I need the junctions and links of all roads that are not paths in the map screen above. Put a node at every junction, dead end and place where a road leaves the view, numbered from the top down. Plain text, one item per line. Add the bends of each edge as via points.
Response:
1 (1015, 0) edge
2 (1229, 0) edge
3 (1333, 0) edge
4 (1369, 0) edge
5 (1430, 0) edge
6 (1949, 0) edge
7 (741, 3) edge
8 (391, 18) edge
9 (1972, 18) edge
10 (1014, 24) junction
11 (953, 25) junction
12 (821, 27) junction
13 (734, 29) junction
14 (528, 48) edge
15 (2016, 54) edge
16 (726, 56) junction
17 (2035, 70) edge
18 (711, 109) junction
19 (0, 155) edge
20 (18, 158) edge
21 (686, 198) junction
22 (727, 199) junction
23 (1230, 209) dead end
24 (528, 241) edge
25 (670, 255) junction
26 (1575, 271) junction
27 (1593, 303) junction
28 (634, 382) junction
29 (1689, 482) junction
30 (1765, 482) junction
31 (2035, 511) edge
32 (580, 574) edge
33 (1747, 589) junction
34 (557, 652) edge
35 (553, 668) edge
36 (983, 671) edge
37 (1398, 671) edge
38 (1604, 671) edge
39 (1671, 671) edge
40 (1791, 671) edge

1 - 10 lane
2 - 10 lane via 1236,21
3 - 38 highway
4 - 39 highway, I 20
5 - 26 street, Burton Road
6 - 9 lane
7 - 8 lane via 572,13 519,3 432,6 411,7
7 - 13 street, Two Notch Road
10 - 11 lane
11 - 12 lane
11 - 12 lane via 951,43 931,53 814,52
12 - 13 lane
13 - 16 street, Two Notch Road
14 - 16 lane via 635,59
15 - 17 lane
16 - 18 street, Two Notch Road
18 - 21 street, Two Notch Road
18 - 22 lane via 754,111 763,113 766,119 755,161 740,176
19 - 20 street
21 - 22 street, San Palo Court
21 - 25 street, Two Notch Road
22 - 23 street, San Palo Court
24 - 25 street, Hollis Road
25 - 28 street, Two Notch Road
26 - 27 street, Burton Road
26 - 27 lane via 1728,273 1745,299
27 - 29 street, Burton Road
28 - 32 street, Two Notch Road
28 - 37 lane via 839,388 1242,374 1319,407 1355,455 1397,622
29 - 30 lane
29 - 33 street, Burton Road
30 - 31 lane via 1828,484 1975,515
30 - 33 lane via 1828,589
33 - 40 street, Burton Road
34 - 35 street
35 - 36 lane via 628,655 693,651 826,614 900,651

---

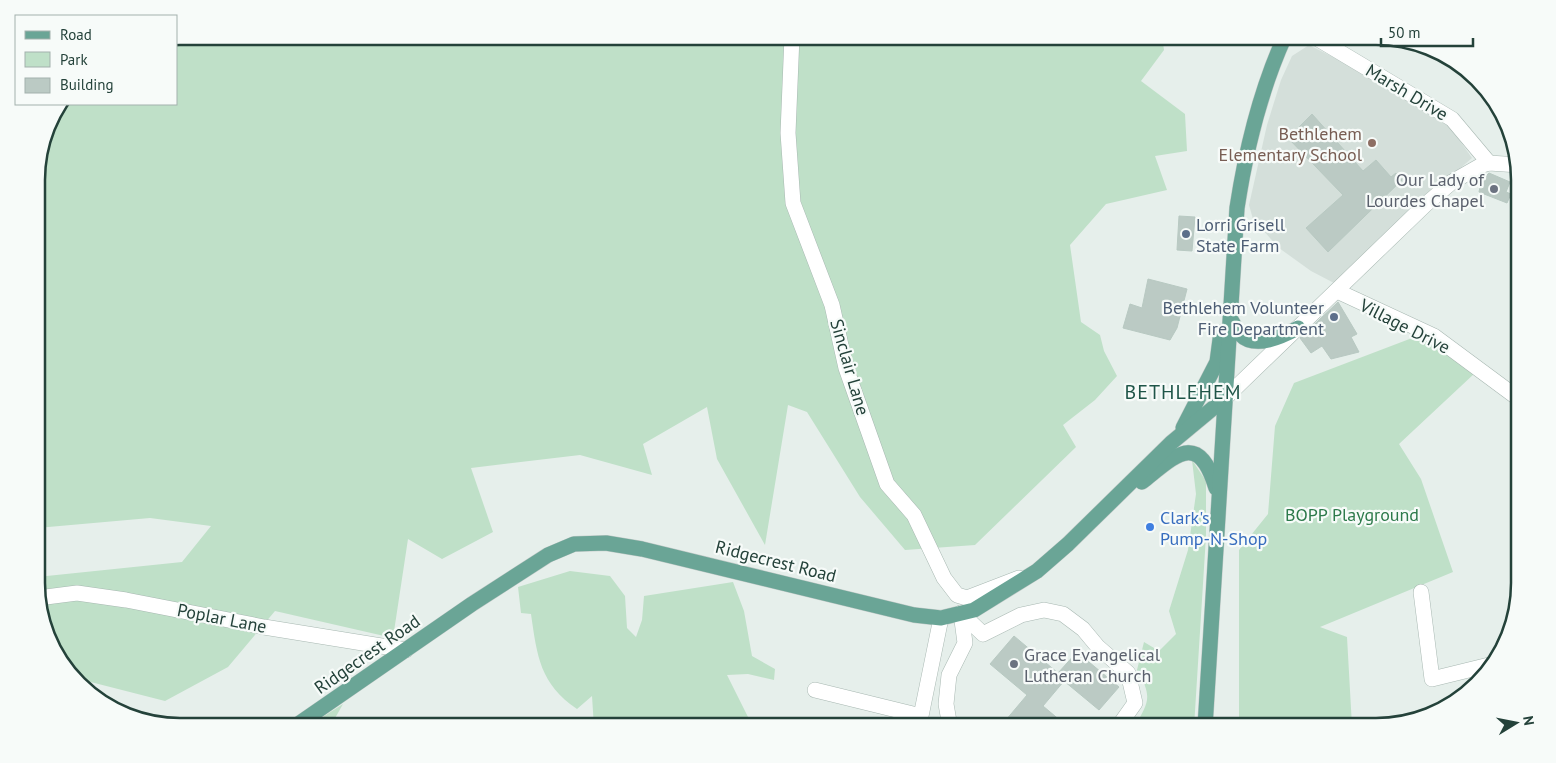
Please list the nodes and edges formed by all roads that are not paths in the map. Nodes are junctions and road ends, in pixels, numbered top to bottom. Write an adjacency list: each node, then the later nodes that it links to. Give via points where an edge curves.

[Problem details]:
Only lines holding the word "that" belong in the answer; copy each one from the material.

[Result for this exercise]:
I need the junctions and links of all roads that are not paths in the map screen above. Put a node at every junction, dead end and place where a road leaves the view, numbered from the top down. Plain text, one item per line. Add the bends of each edge as via points.
Please list the nodes and edges formed by all roads that are not paths in the map. Nodes are junctions and road ends, in pixels, numbered top to bottom. Write an adjacency list: each node, then the later nodes that it links to. Give via points where an edge curves.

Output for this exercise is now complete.